_YOUR INSTRUCTIONS:_ Print the data below exactly as it appears.

_ _ _ _ _ _ _

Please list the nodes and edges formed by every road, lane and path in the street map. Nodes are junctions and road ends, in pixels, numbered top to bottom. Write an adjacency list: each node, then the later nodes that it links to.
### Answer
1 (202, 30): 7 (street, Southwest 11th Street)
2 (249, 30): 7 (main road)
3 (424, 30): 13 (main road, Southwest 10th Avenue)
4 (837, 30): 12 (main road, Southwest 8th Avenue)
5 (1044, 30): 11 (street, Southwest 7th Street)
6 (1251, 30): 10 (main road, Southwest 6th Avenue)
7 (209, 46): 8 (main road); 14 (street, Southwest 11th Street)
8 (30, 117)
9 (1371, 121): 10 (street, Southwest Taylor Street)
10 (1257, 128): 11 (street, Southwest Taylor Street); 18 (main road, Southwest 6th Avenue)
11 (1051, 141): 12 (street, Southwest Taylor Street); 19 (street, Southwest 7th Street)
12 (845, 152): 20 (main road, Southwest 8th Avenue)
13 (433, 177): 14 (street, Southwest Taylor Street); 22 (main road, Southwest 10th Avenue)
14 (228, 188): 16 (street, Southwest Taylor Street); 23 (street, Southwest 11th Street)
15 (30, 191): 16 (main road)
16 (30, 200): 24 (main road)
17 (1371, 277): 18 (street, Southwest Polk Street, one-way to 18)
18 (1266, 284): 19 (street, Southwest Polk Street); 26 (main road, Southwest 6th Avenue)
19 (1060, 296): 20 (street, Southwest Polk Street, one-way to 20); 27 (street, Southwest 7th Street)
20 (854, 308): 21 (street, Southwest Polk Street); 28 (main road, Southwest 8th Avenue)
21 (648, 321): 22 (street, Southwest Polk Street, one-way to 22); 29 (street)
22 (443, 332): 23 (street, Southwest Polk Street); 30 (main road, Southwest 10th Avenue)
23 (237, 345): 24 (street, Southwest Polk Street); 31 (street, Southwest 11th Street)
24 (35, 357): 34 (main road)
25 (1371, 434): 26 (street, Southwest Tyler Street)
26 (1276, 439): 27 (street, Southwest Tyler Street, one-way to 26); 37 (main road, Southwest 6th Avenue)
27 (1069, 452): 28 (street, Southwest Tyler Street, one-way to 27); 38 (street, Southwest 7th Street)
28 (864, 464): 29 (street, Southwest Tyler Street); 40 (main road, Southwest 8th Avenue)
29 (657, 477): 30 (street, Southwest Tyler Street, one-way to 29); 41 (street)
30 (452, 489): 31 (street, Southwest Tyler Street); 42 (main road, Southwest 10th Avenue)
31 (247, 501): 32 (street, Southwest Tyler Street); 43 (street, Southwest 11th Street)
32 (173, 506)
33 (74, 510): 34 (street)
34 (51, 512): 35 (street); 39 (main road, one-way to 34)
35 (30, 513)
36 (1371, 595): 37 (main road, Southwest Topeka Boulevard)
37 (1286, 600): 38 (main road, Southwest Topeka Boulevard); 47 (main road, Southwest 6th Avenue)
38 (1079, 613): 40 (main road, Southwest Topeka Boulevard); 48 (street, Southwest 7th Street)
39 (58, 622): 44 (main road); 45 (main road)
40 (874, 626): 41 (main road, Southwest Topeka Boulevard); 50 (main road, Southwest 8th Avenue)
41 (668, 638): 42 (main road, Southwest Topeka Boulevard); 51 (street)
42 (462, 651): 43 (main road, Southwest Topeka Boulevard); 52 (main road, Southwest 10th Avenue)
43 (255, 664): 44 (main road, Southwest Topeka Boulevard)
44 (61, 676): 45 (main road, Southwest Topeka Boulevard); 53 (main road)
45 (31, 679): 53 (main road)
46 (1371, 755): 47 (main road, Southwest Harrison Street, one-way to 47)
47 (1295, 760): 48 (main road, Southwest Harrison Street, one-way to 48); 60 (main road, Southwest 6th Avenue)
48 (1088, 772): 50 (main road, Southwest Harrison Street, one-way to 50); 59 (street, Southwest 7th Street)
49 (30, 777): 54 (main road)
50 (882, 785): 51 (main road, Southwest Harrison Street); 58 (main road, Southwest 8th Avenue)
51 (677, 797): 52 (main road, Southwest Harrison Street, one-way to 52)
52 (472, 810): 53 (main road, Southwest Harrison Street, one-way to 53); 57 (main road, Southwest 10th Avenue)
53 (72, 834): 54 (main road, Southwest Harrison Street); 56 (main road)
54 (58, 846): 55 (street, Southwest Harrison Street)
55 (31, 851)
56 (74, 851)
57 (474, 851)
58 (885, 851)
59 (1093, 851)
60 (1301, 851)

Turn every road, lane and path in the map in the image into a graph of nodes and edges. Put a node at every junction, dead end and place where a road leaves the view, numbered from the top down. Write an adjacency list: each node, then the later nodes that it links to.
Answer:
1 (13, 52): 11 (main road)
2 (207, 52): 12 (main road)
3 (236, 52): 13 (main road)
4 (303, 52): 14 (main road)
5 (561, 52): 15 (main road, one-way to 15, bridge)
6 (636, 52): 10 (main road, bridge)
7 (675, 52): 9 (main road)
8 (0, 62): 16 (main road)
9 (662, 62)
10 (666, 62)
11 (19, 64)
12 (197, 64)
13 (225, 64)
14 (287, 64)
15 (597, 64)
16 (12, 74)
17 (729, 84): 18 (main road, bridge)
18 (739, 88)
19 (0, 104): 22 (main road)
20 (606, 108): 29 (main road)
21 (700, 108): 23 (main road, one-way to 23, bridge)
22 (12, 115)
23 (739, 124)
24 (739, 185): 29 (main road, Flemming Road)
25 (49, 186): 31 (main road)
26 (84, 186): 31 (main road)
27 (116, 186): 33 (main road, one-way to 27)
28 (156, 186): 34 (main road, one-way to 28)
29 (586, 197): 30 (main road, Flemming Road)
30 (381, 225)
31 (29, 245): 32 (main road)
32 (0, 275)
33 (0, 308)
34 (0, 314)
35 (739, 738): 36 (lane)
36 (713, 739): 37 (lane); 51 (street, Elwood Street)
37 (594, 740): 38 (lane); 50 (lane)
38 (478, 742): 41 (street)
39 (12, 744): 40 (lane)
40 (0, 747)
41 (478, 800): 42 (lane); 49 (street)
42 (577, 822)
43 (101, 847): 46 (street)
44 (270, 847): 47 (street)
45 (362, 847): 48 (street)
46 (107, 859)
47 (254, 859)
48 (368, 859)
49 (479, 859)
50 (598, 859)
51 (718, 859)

_ _ _ _ _ _ _

_EXERCISE OUTPUT:_
Please list the nodes and edges formed by every road, lane and path in the street map. Nodes are junctions and road ends, in pixels, numbered top to bottom. Write an adjacency list: each node, then the later nodes that it links to.
### Answer
1 (202, 30): 7 (street, Southwest 11th Street)
2 (249, 30): 7 (main road)
3 (424, 30): 13 (main road, Southwest 10th Avenue)
4 (837, 30): 12 (main road, Southwest 8th Avenue)
5 (1044, 30): 11 (street, Southwest 7th Street)
6 (1251, 30): 10 (main road, Southwest 6th Avenue)
7 (209, 46): 8 (main road); 14 (street, Southwest 11th Street)
8 (30, 117)
9 (1371, 121): 10 (street, Southwest Taylor Street)
10 (1257, 128): 11 (street, Southwest Taylor Street); 18 (main road, Southwest 6th Avenue)
11 (1051, 141): 12 (street, Southwest Taylor Street); 19 (street, Southwest 7th Street)
12 (845, 152): 20 (main road, Southwest 8th Avenue)
13 (433, 177): 14 (street, Southwest Taylor Street); 22 (main road, Southwest 10th Avenue)
14 (228, 188): 16 (street, Southwest Taylor Street); 23 (street, Southwest 11th Street)
15 (30, 191): 16 (main road)
16 (30, 200): 24 (main road)
17 (1371, 277): 18 (street, Southwest Polk Street, one-way to 18)
18 (1266, 284): 19 (street, Southwest Polk Street); 26 (main road, Southwest 6th Avenue)
19 (1060, 296): 20 (street, Southwest Polk Street, one-way to 20); 27 (street, Southwest 7th Street)
20 (854, 308): 21 (street, Southwest Polk Street); 28 (main road, Southwest 8th Avenue)
21 (648, 321): 22 (street, Southwest Polk Street, one-way to 22); 29 (street)
22 (443, 332): 23 (street, Southwest Polk Street); 30 (main road, Southwest 10th Avenue)
23 (237, 345): 24 (street, Southwest Polk Street); 31 (street, Southwest 11th Street)
24 (35, 357): 34 (main road)
25 (1371, 434): 26 (street, Southwest Tyler Street)
26 (1276, 439): 27 (street, Southwest Tyler Street, one-way to 26); 37 (main road, Southwest 6th Avenue)
27 (1069, 452): 28 (street, Southwest Tyler Street, one-way to 27); 38 (street, Southwest 7th Street)
28 (864, 464): 29 (street, Southwest Tyler Street); 40 (main road, Southwest 8th Avenue)
29 (657, 477): 30 (street, Southwest Tyler Street, one-way to 29); 41 (street)
30 (452, 489): 31 (street, Southwest Tyler Street); 42 (main road, Southwest 10th Avenue)
31 (247, 501): 32 (street, Southwest Tyler Street); 43 (street, Southwest 11th Street)
32 (173, 506)
33 (74, 510): 34 (street)
34 (51, 512): 35 (street); 39 (main road, one-way to 34)
35 (30, 513)
36 (1371, 595): 37 (main road, Southwest Topeka Boulevard)
37 (1286, 600): 38 (main road, Southwest Topeka Boulevard); 47 (main road, Southwest 6th Avenue)
38 (1079, 613): 40 (main road, Southwest Topeka Boulevard); 48 (street, Southwest 7th Street)
39 (58, 622): 44 (main road); 45 (main road)
40 (874, 626): 41 (main road, Southwest Topeka Boulevard); 50 (main road, Southwest 8th Avenue)
41 (668, 638): 42 (main road, Southwest Topeka Boulevard); 51 (street)
42 (462, 651): 43 (main road, Southwest Topeka Boulevard); 52 (main road, Southwest 10th Avenue)
43 (255, 664): 44 (main road, Southwest Topeka Boulevard)
44 (61, 676): 45 (main road, Southwest Topeka Boulevard); 53 (main road)
45 (31, 679): 53 (main road)
46 (1371, 755): 47 (main road, Southwest Harrison Street, one-way to 47)
47 (1295, 760): 48 (main road, Southwest Harrison Street, one-way to 48); 60 (main road, Southwest 6th Avenue)
48 (1088, 772): 50 (main road, Southwest Harrison Street, one-way to 50); 59 (street, Southwest 7th Street)
49 (30, 777): 54 (main road)
50 (882, 785): 51 (main road, Southwest Harrison Street); 58 (main road, Southwest 8th Avenue)
51 (677, 797): 52 (main road, Southwest Harrison Street, one-way to 52)
52 (472, 810): 53 (main road, Southwest Harrison Street, one-way to 53); 57 (main road, Southwest 10th Avenue)
53 (72, 834): 54 (main road, Southwest Harrison Street); 56 (main road)
54 (58, 846): 55 (street, Southwest Harrison Street)
55 (31, 851)
56 (74, 851)
57 (474, 851)
58 (885, 851)
59 (1093, 851)
60 (1301, 851)

Turn every road, lane and path in the map in the image into a graph of nodes and edges. Put a node at every junction, dead end and place where a road leaves the view, numbered from the top down. Write an adjacency list: each node, then the later nodes that it links to.
Answer:
1 (13, 52): 11 (main road)
2 (207, 52): 12 (main road)
3 (236, 52): 13 (main road)
4 (303, 52): 14 (main road)
5 (561, 52): 15 (main road, one-way to 15, bridge)
6 (636, 52): 10 (main road, bridge)
7 (675, 52): 9 (main road)
8 (0, 62): 16 (main road)
9 (662, 62)
10 (666, 62)
11 (19, 64)
12 (197, 64)
13 (225, 64)
14 (287, 64)
15 (597, 64)
16 (12, 74)
17 (729, 84): 18 (main road, bridge)
18 (739, 88)
19 (0, 104): 22 (main road)
20 (606, 108): 29 (main road)
21 (700, 108): 23 (main road, one-way to 23, bridge)
22 (12, 115)
23 (739, 124)
24 (739, 185): 29 (main road, Flemming Road)
25 (49, 186): 31 (main road)
26 (84, 186): 31 (main road)
27 (116, 186): 33 (main road, one-way to 27)
28 (156, 186): 34 (main road, one-way to 28)
29 (586, 197): 30 (main road, Flemming Road)
30 (381, 225)
31 (29, 245): 32 (main road)
32 (0, 275)
33 (0, 308)
34 (0, 314)
35 (739, 738): 36 (lane)
36 (713, 739): 37 (lane); 51 (street, Elwood Street)
37 (594, 740): 38 (lane); 50 (lane)
38 (478, 742): 41 (street)
39 (12, 744): 40 (lane)
40 (0, 747)
41 (478, 800): 42 (lane); 49 (street)
42 (577, 822)
43 (101, 847): 46 (street)
44 (270, 847): 47 (street)
45 (362, 847): 48 (street)
46 (107, 859)
47 (254, 859)
48 (368, 859)
49 (479, 859)
50 (598, 859)
51 (718, 859)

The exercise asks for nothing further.